Yes, but that has nothing to do with AI: “To err is human, but to really screw up you need a computer”. Besides, there are equivalent human errors (fat fingers, add a few zeros to a trade inadvertently) with equivalent magnitude of losses.
If those risk management systems are themselves software, that doesn’t really change the overall picture.
If we’re talking about “would companies place AI systems in a role where those systems could cost the company lots of money if they malfunctioned”, then examples of AI systems having been placed in roles where they cost the company a lot of money have everything to do with the discussion.
It does because the issue is complexity and opaqueness. A simple gatekeeper filter along the lines of
is not an “AI system”.
In which case the AI splits the transaction into 2 transactions, each just below a gazillion.
I’m talking about contemporary-level-of-technology trading systems, not about future malicious AIs.
So?

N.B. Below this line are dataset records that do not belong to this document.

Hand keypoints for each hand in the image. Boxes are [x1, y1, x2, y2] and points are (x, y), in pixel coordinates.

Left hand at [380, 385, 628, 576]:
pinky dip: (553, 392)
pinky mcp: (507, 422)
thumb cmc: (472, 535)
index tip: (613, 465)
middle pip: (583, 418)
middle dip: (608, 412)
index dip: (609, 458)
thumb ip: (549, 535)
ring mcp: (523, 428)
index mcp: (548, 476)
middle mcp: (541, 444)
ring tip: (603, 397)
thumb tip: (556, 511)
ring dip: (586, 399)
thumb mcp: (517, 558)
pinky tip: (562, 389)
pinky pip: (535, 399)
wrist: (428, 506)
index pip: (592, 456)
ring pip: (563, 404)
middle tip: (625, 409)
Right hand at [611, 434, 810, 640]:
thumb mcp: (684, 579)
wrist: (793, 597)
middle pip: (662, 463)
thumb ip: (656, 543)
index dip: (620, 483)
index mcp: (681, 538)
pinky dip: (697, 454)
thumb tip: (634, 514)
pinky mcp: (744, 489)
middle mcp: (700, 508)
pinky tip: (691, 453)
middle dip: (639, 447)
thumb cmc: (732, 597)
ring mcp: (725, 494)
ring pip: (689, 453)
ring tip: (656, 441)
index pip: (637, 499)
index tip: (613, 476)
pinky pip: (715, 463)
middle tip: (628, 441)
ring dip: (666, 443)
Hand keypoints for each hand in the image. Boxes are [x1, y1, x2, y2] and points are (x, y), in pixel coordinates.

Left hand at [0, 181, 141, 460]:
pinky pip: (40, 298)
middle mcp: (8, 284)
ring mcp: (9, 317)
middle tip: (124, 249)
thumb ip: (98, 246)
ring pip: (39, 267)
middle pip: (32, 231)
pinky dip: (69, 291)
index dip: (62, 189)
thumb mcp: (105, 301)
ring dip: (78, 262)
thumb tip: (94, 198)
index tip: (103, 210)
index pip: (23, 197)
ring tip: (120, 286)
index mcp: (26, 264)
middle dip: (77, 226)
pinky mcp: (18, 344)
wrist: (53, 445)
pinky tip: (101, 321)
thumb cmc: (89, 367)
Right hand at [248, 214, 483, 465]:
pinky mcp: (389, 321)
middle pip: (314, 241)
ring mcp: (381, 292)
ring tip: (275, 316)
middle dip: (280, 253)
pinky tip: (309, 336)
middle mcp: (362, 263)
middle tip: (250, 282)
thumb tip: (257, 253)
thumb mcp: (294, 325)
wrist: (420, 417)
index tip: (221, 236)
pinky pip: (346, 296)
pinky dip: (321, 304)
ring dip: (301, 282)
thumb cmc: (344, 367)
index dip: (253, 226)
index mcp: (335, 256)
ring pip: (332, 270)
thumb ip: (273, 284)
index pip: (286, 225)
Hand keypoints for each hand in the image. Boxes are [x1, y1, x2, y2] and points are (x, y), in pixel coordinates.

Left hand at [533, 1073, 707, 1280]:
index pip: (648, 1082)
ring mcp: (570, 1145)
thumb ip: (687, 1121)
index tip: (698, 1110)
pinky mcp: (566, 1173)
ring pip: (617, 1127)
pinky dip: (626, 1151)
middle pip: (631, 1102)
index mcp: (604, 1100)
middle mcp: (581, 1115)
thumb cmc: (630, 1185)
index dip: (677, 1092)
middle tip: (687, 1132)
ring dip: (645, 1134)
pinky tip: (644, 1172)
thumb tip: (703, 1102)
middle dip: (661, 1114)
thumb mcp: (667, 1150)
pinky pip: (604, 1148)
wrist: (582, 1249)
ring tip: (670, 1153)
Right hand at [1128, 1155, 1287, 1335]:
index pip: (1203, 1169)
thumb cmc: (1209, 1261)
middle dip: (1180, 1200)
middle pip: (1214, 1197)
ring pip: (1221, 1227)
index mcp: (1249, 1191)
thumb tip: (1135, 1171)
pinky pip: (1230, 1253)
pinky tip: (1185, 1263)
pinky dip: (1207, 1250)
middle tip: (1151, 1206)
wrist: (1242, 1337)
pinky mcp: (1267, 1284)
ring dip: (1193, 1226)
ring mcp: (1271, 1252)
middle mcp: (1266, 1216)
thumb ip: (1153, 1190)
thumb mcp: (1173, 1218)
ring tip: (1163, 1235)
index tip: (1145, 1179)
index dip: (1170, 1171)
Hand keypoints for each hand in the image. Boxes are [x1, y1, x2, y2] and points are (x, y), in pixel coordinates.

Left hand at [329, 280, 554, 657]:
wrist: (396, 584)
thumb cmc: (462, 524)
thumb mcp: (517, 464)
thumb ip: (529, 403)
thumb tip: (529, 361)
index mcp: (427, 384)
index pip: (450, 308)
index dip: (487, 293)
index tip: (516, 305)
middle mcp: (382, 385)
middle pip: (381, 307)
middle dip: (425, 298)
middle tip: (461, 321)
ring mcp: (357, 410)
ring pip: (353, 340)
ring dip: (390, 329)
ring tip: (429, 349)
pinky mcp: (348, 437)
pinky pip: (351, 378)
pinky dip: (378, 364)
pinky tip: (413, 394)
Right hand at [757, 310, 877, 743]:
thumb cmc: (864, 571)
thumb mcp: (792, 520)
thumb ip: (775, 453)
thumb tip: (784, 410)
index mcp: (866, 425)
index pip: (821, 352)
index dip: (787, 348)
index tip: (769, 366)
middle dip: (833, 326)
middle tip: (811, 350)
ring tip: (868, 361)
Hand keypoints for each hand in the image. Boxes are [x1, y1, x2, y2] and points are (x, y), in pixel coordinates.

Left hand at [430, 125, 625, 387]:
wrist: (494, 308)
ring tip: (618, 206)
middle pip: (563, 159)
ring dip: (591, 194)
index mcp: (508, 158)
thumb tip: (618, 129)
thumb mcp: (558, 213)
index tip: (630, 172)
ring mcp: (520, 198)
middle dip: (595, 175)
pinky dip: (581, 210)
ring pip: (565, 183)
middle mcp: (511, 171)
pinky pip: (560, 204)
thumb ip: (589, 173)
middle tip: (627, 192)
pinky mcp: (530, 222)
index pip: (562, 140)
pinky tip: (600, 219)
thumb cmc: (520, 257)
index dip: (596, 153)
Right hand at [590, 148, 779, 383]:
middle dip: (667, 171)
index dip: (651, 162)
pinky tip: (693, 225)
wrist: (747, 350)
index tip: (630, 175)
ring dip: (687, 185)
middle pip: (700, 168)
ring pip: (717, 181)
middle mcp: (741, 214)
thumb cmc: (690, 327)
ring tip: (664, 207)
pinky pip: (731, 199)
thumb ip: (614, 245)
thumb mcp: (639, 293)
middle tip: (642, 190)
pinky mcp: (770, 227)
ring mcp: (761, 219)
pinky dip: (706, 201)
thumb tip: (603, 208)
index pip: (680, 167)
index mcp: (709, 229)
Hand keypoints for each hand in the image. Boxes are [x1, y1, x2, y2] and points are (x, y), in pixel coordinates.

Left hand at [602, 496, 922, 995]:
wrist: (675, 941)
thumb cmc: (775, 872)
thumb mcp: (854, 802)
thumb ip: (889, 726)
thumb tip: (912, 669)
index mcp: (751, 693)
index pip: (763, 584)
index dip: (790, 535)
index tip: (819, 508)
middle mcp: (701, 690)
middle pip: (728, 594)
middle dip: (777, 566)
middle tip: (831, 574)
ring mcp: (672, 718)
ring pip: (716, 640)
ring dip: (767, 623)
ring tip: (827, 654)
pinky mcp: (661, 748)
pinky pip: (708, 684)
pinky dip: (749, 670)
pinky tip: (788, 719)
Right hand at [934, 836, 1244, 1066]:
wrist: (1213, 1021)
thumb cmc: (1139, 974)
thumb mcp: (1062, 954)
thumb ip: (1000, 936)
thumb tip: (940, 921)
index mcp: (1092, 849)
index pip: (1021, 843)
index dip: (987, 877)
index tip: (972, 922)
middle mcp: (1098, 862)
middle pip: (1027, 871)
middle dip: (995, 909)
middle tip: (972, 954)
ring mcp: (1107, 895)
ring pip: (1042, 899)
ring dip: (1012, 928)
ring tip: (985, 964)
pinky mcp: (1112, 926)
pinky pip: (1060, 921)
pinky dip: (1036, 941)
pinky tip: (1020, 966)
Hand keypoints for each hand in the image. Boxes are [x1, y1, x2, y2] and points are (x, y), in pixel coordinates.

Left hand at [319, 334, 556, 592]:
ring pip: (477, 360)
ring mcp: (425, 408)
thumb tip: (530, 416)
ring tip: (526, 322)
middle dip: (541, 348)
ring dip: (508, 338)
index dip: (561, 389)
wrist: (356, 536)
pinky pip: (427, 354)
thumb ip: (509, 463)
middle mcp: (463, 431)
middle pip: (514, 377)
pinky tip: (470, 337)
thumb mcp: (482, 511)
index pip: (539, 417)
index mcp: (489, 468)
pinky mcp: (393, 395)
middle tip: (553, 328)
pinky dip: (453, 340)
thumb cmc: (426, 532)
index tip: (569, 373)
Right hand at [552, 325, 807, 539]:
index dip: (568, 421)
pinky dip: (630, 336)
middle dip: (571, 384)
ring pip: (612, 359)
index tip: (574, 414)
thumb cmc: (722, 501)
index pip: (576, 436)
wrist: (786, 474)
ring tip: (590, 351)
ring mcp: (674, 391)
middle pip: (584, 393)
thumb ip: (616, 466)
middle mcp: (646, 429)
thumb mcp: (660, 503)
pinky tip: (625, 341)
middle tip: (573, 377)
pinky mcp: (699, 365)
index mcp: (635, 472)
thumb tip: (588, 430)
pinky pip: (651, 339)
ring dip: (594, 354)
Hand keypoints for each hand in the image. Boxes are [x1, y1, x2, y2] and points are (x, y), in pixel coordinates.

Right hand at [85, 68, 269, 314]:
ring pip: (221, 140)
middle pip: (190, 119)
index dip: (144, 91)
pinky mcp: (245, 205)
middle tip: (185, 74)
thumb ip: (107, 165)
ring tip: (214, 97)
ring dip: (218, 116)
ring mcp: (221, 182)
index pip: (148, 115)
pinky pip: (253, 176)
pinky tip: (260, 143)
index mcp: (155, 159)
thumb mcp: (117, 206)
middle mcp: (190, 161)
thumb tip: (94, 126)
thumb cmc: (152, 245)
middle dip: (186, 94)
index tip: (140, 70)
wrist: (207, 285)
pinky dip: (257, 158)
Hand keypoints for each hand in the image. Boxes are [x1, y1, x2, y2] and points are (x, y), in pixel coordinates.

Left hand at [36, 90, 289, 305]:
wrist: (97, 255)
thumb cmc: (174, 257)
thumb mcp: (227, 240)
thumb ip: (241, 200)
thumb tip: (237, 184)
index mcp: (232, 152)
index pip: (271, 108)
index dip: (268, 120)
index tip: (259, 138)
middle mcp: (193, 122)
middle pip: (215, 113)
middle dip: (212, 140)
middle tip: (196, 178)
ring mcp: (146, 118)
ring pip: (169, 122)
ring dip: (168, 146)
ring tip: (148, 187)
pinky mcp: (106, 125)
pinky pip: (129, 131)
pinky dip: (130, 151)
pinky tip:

An opaque neural net would quickly learn how to get around trade size restrictions if given the proper motivations.
At which point the humans running this NN will notice that it likes to go around risk control measures and will… persuade it that it’s a bad idea.
It’s not like no one is looking at the trades it’s doing.
How? By instituting more complex control measures? Then you’re back to the problem Kaj mentioned above.
In the usual way. Contemporary trading systems are not black boxes full of elven magic. They are models, that is, a bunch of code and some data. If the model doesn’t do what you want it to do, you stick your hands in there and twiddle the doohickeys until it stops outputting twaddle.
Besides, in most trading systems the sophisticated part (“AI”) is an oracle. Typically it outputs predictions (e.g. of prices of financial assets) and its utility function is some loss function on the difference between the prediction and the actual. It has no concept of trades, or dollars, or position limits.
Translating these predictions into trades is usually quite straightforward.
I suspect that this dates back to a time when MIRI believed the answer to AI safety was to both build an agentive, maximal supeintelligence and align its values with ours, and put it in charge of all the other AIs.
The first idea has been effectively shelved, since MIRI had produced about zero lines of code,..but the idea that AI safety is value alignment continues with considerable momentum. And value alignment only makes sense if you are building an agentive AI (and have given up on corrigibility).
Briefly skimming Christiano’s post, this is actually one of the few/first proposals from someone MIRI related that actually seems to be on the right track (and similar to my own loose plans). Basically it just boils down to learning human utility functions with layers of meta-learning, with generalized RL and IRL.